# WHAT YOU WILL DO:
Down to the final line, print the records below exactly and without pictures.

# DATA IN THIS EXERCISE:
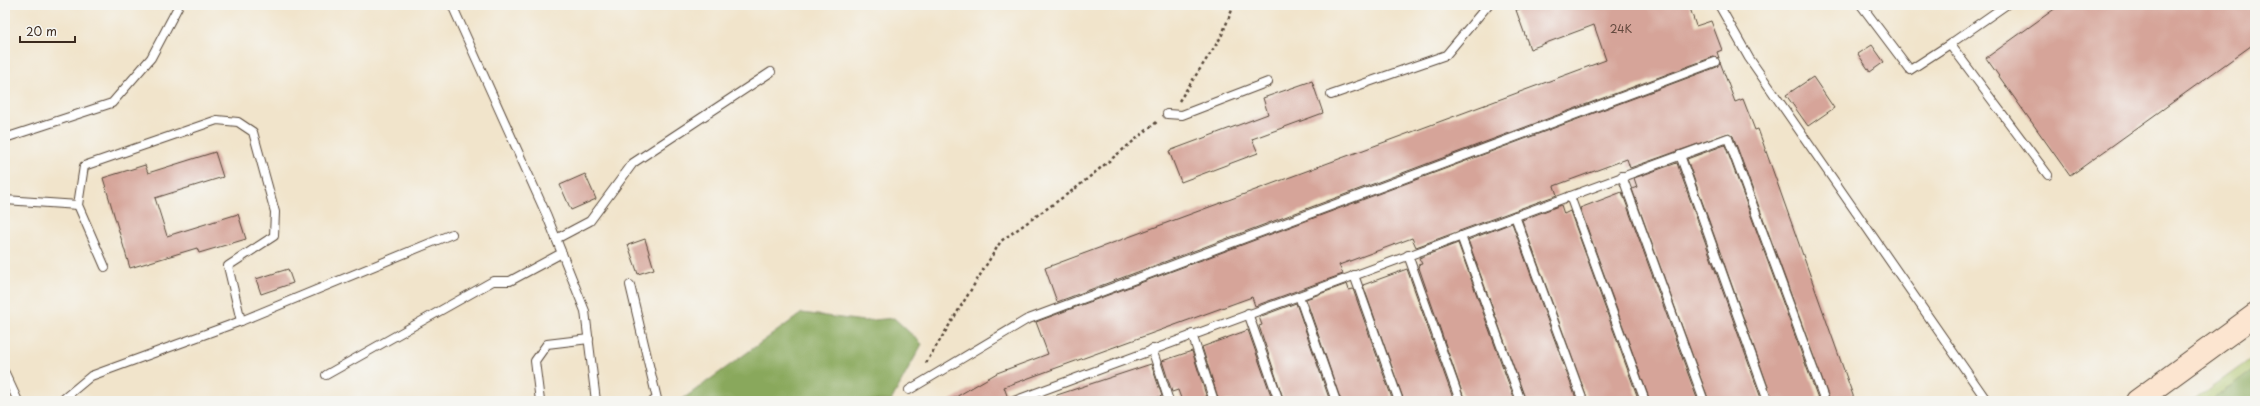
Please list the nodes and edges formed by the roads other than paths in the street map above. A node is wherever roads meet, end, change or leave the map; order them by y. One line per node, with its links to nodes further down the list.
1 (180, 5): 13 (lane)
2 (452, 5): 23 (lane)
3 (1488, 5): 11 (lane)
4 (1719, 5): 57 (lane)
5 (1861, 5): 7 (lane)
6 (2006, 5): 7 (lane)
7 (1950, 44): 15 (lane)
8 (1715, 62): 38 (lane)
9 (771, 72): 23 (lane)
10 (1268, 82): 12 (lane)
11 (1331, 96)
12 (1167, 114)
13 (5, 138)
14 (1680, 155): 16 (lane); 55 (lane); 56 (lane)
15 (2048, 175)
16 (1622, 176): 17 (lane); 54 (lane)
17 (1570, 196): 20 (lane); 53 (lane)
18 (5, 200): 19 (lane)
19 (78, 204): 26 (lane); 32 (lane)
20 (1515, 216): 22 (lane); 52 (lane)
21 (452, 234): 32 (lane)
22 (1461, 236): 25 (lane); 51 (lane)
23 (556, 239): 24 (lane)
24 (562, 253): 34 (lane); 37 (lane)
25 (1408, 255): 27 (lane); 50 (lane)
26 (105, 267)
27 (1354, 275): 29 (lane); 49 (lane)
28 (630, 285): 43 (lane)
29 (1299, 296): 30 (lane); 48 (lane)
30 (1248, 313): 33 (lane); 47 (lane)
31 (2255, 315): 58 (main road)
32 (241, 321): 40 (lane)
33 (1192, 334): 35 (lane); 46 (lane)
34 (589, 339): 41 (lane); 42 (lane)
35 (1152, 349): 44 (lane); 45 (lane)
36 (5, 373): 39 (lane)
37 (326, 375)
38 (910, 390)
39 (18, 401)
40 (61, 401)
41 (540, 401)
42 (596, 401)
43 (653, 401)
44 (1014, 401)
45 (1169, 401)
46 (1214, 401)
47 (1279, 401)
48 (1336, 401)
49 (1399, 401)
50 (1460, 401)
51 (1521, 401)
52 (1583, 401)
53 (1645, 401)
54 (1704, 401)
55 (1768, 401)
56 (1825, 401)
57 (1987, 401)
58 (2137, 401)

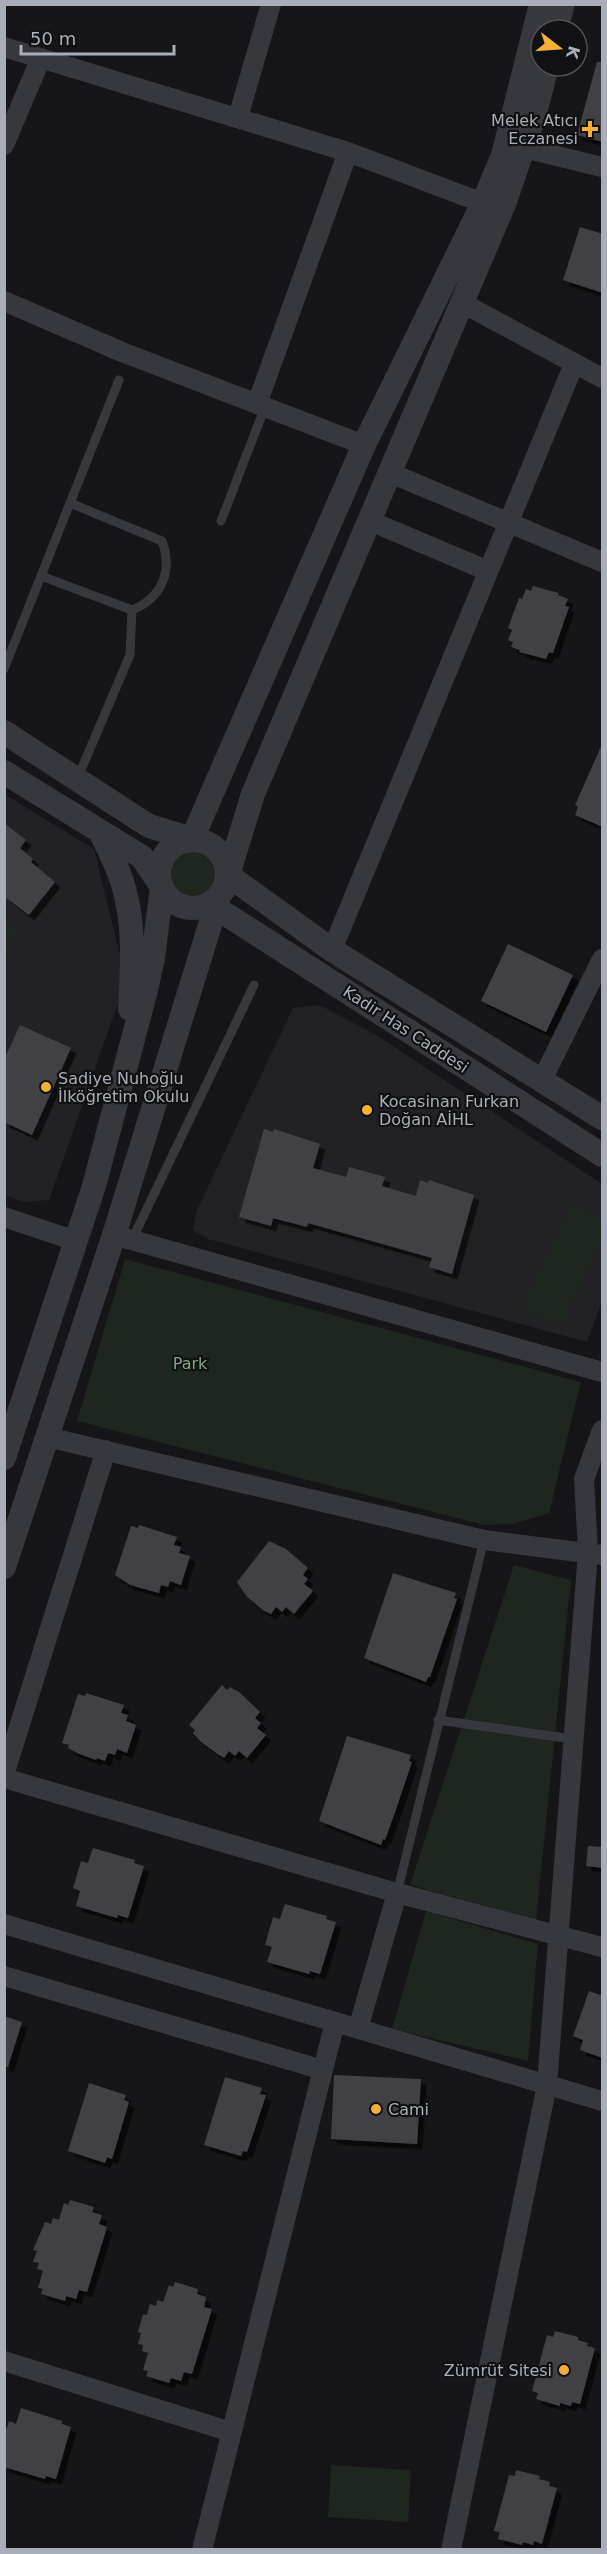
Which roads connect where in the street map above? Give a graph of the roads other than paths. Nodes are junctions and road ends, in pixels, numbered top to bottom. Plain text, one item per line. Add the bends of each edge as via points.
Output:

# YOUR SOLUTION:
Please list the nodes and edges formed by the roads other than paths in the street map above. A node is wherever roads meet, end, change or leave the map; order them by y. One line per node, with its links to nodes further down the list.
1 (180, 5): 13 (lane)
2 (452, 5): 23 (lane)
3 (1488, 5): 11 (lane)
4 (1719, 5): 57 (lane)
5 (1861, 5): 7 (lane)
6 (2006, 5): 7 (lane)
7 (1950, 44): 15 (lane)
8 (1715, 62): 38 (lane)
9 (771, 72): 23 (lane)
10 (1268, 82): 12 (lane)
11 (1331, 96)
12 (1167, 114)
13 (5, 138)
14 (1680, 155): 16 (lane); 55 (lane); 56 (lane)
15 (2048, 175)
16 (1622, 176): 17 (lane); 54 (lane)
17 (1570, 196): 20 (lane); 53 (lane)
18 (5, 200): 19 (lane)
19 (78, 204): 26 (lane); 32 (lane)
20 (1515, 216): 22 (lane); 52 (lane)
21 (452, 234): 32 (lane)
22 (1461, 236): 25 (lane); 51 (lane)
23 (556, 239): 24 (lane)
24 (562, 253): 34 (lane); 37 (lane)
25 (1408, 255): 27 (lane); 50 (lane)
26 (105, 267)
27 (1354, 275): 29 (lane); 49 (lane)
28 (630, 285): 43 (lane)
29 (1299, 296): 30 (lane); 48 (lane)
30 (1248, 313): 33 (lane); 47 (lane)
31 (2255, 315): 58 (main road)
32 (241, 321): 40 (lane)
33 (1192, 334): 35 (lane); 46 (lane)
34 (589, 339): 41 (lane); 42 (lane)
35 (1152, 349): 44 (lane); 45 (lane)
36 (5, 373): 39 (lane)
37 (326, 375)
38 (910, 390)
39 (18, 401)
40 (61, 401)
41 (540, 401)
42 (596, 401)
43 (653, 401)
44 (1014, 401)
45 (1169, 401)
46 (1214, 401)
47 (1279, 401)
48 (1336, 401)
49 (1399, 401)
50 (1460, 401)
51 (1521, 401)
52 (1583, 401)
53 (1645, 401)
54 (1704, 401)
55 (1768, 401)
56 (1825, 401)
57 (1987, 401)
58 (2137, 401)

Which roads connect where in the street map above? Give a graph of the roads other than paths. Nodes are junctions and road ends, in pixels, numbered top to bottom. Plain text, one item per line. Add the bends of each edge as via points.
Output:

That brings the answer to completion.